**About this exercise**
The lines below that include "Buren" are to be found and copied.

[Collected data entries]
'''

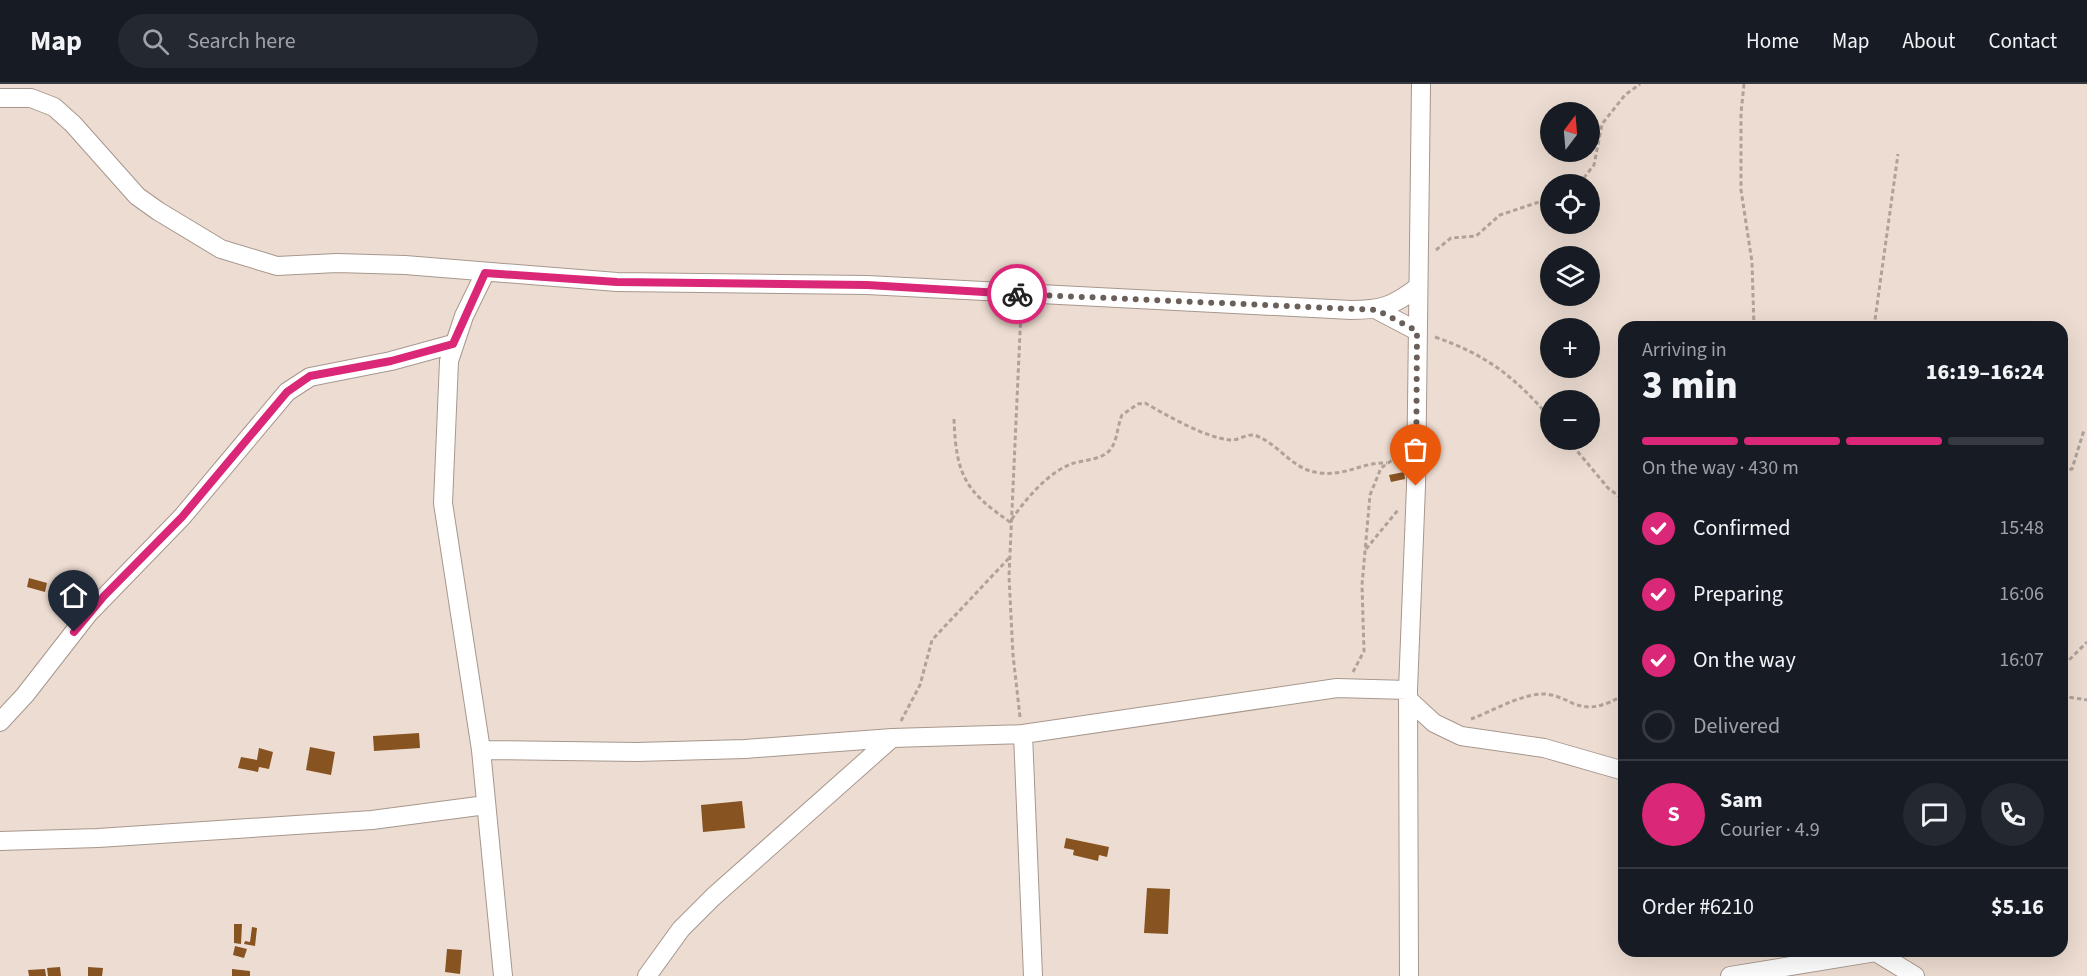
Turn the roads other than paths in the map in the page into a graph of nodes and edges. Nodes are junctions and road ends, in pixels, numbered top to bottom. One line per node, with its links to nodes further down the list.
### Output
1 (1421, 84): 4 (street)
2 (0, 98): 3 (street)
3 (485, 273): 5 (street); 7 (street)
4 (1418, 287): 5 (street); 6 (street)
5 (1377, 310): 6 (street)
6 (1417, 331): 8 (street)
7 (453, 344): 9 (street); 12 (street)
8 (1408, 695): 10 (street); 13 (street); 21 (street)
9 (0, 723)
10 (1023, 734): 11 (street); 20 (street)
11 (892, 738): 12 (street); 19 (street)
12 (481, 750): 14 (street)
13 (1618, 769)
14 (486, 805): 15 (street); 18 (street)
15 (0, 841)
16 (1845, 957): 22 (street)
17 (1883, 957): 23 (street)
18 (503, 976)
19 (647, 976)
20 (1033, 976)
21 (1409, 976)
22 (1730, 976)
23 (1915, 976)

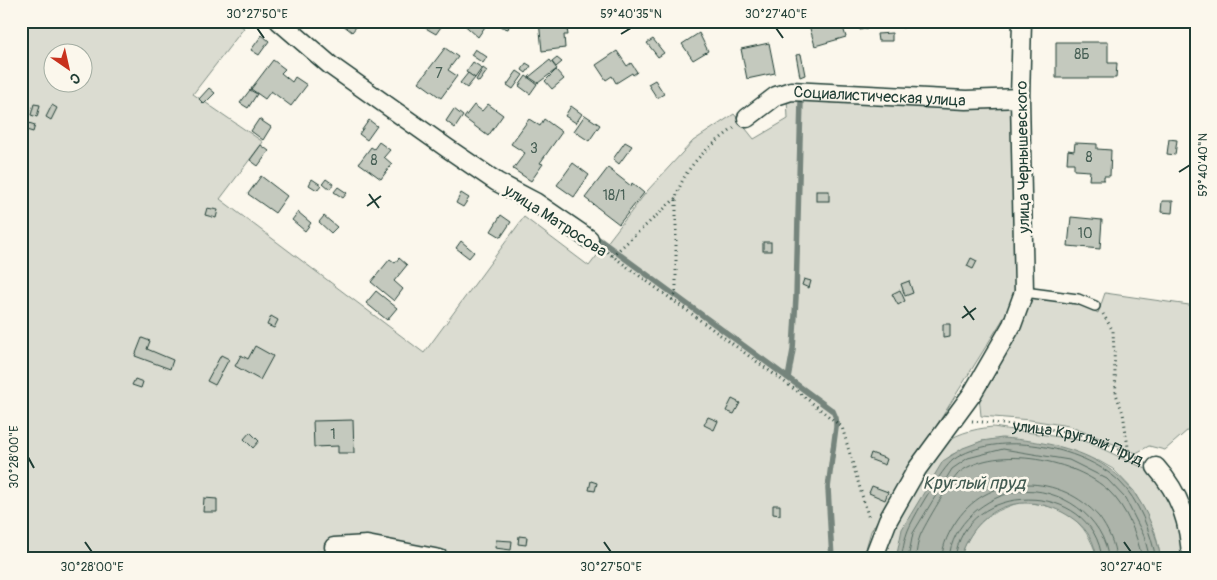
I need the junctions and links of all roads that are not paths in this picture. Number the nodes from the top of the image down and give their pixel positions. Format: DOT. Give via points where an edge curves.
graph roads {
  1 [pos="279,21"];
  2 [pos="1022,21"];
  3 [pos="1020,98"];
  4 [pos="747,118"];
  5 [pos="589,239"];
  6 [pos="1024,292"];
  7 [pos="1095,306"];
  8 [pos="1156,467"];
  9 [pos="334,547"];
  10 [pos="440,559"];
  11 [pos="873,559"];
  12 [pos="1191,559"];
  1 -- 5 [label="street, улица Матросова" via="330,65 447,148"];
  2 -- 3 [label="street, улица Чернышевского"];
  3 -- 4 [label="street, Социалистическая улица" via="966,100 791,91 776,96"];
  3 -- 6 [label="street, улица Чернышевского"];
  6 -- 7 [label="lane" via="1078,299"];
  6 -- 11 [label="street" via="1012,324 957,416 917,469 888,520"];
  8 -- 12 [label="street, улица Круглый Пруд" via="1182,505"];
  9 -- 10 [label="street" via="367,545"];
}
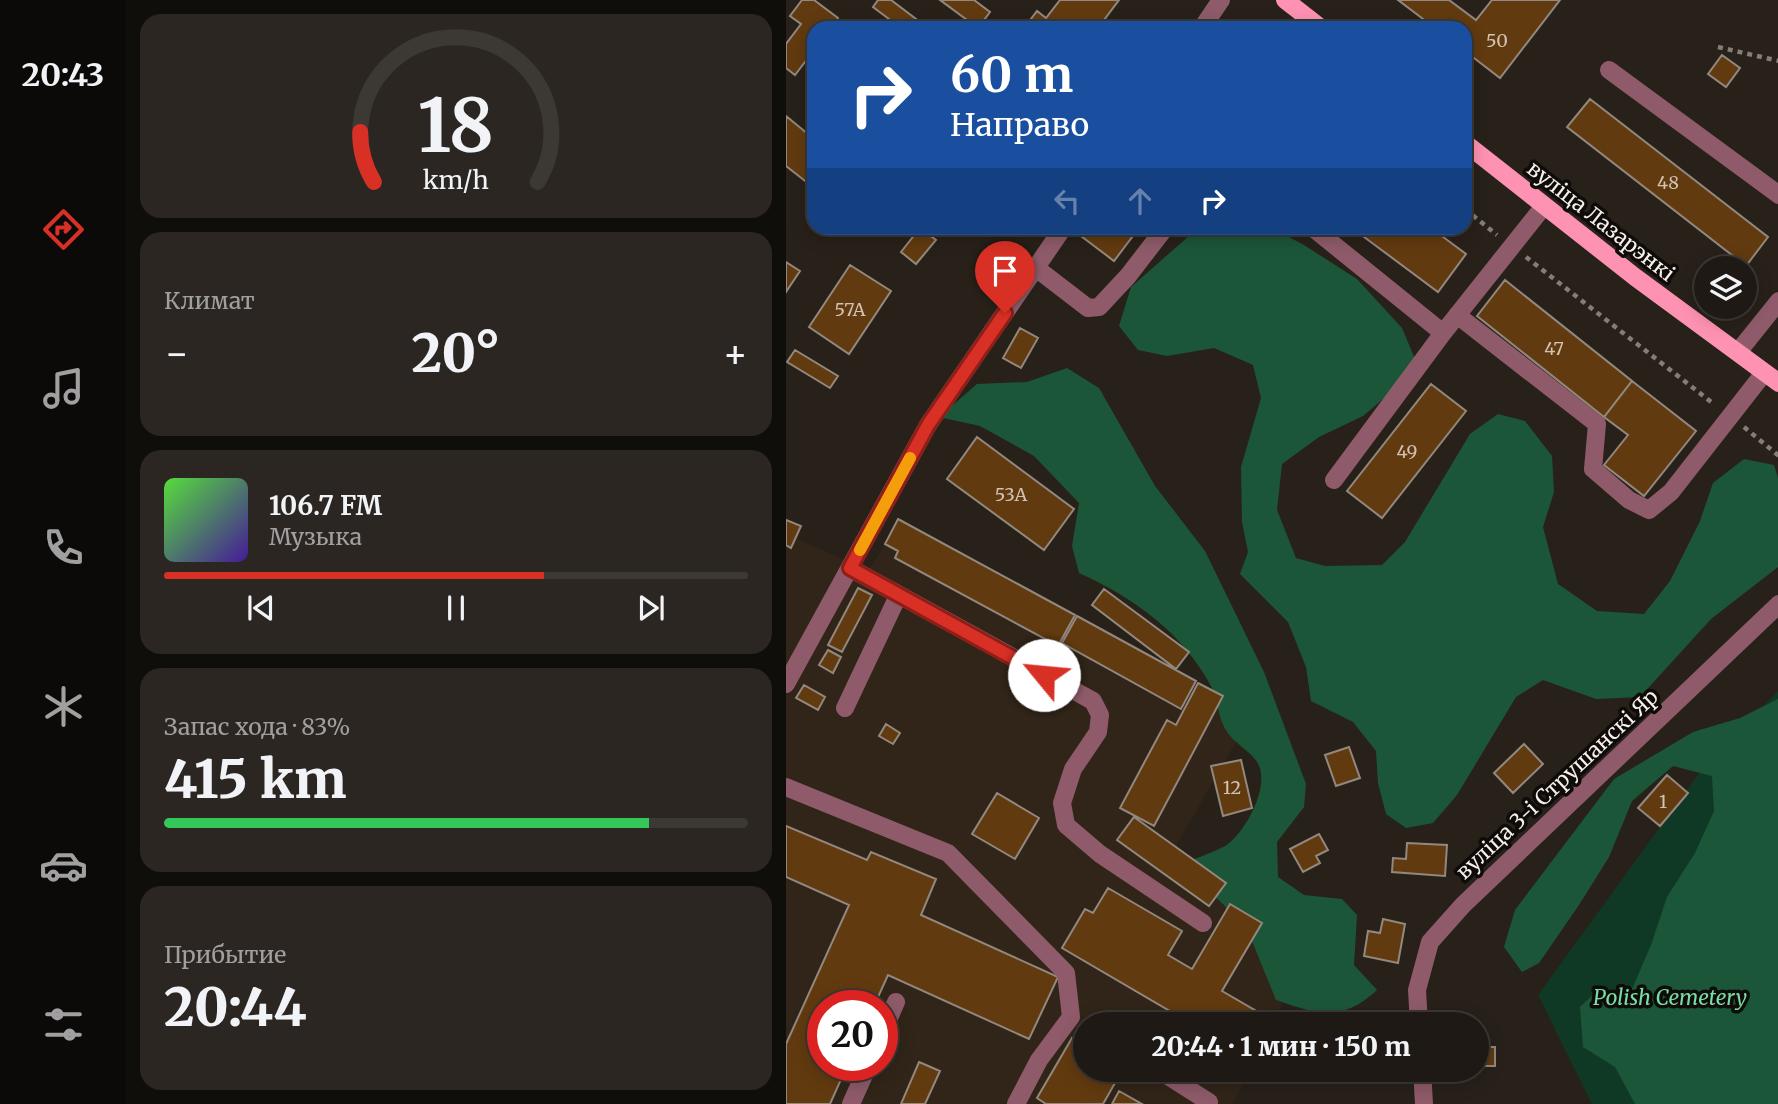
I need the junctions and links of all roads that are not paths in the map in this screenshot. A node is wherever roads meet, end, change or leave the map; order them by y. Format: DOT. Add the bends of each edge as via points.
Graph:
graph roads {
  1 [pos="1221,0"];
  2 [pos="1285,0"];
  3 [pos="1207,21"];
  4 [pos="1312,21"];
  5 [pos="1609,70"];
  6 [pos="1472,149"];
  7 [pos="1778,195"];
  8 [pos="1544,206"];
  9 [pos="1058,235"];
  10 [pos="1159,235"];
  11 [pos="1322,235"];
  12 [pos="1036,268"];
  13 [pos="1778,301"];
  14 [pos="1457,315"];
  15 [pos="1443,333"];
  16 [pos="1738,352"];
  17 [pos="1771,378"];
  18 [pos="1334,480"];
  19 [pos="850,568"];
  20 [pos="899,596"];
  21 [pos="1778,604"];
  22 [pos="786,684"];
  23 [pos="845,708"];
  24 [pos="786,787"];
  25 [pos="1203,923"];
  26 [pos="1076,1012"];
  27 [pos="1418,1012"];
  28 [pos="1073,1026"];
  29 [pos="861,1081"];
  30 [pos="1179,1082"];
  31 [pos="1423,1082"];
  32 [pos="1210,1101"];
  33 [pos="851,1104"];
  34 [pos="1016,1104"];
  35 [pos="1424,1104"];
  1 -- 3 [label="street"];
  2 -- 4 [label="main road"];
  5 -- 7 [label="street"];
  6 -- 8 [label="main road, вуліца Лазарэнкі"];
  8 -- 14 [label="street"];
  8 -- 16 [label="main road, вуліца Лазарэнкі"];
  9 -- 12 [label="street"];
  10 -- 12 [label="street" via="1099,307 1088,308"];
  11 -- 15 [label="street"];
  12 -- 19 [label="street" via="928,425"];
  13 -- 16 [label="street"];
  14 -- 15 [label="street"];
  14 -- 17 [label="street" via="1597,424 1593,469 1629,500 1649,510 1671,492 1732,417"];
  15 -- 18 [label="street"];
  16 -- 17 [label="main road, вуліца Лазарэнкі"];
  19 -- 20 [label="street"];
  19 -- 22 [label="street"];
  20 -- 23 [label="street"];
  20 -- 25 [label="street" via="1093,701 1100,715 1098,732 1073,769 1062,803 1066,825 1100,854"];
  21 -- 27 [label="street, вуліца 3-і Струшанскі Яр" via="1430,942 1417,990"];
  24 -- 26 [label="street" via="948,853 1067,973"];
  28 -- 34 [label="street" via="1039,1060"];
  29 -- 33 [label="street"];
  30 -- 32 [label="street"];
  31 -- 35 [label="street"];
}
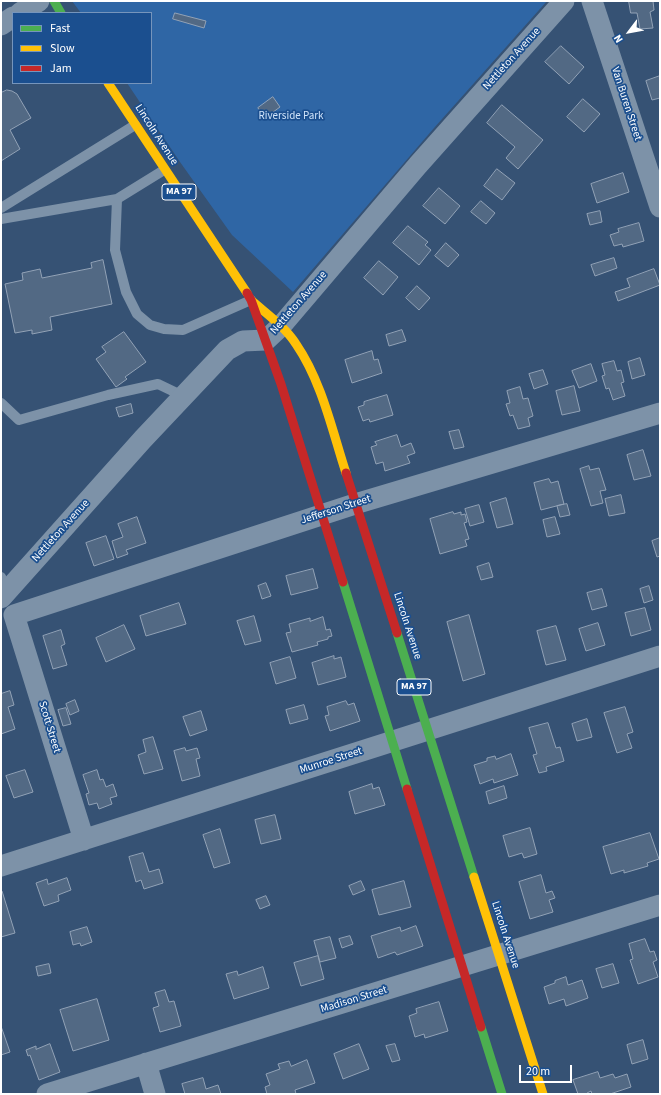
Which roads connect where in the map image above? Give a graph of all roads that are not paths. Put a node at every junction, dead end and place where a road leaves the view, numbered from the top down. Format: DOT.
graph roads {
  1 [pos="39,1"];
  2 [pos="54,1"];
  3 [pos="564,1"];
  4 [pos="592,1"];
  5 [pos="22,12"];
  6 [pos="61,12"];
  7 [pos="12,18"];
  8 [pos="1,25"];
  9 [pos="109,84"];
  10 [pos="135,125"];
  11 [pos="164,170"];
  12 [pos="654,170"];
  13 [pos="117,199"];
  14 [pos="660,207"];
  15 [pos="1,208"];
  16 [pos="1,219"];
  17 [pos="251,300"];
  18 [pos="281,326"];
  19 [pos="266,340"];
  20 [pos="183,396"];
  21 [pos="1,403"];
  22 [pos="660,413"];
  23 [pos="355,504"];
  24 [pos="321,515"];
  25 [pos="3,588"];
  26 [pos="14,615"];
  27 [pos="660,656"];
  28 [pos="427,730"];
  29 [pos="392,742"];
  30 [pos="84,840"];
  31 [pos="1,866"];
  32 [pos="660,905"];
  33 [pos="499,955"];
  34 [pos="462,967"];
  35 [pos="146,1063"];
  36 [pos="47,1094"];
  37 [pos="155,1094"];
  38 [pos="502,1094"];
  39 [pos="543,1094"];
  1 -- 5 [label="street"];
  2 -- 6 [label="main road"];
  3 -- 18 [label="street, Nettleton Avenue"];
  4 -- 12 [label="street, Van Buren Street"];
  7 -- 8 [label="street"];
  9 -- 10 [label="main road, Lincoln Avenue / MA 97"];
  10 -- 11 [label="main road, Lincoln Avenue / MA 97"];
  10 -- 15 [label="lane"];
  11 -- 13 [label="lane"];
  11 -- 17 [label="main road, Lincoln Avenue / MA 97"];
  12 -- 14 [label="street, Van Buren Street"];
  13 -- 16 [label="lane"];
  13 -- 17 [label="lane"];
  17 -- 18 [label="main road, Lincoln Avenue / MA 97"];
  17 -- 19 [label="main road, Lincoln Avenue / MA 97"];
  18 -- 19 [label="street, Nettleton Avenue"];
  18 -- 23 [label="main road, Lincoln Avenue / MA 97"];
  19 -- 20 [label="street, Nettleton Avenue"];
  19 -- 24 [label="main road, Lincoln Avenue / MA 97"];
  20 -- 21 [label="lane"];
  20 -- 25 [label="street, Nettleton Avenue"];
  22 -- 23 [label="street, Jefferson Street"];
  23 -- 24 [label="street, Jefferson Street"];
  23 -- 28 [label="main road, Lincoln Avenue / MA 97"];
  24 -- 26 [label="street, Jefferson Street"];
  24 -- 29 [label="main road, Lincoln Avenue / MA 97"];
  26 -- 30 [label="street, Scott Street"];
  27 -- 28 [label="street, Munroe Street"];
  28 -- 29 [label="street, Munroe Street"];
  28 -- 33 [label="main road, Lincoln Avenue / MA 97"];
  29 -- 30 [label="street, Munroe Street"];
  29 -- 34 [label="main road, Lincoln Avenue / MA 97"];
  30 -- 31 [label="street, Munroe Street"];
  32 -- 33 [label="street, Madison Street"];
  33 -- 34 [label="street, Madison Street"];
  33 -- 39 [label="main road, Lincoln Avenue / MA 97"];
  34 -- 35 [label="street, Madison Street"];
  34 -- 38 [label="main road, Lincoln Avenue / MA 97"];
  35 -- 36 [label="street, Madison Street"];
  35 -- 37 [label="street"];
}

'''

**Answer section**
  4 -- 12 [label="street, Van Buren Street"];
  12 -- 14 [label="street, Van Buren Street"];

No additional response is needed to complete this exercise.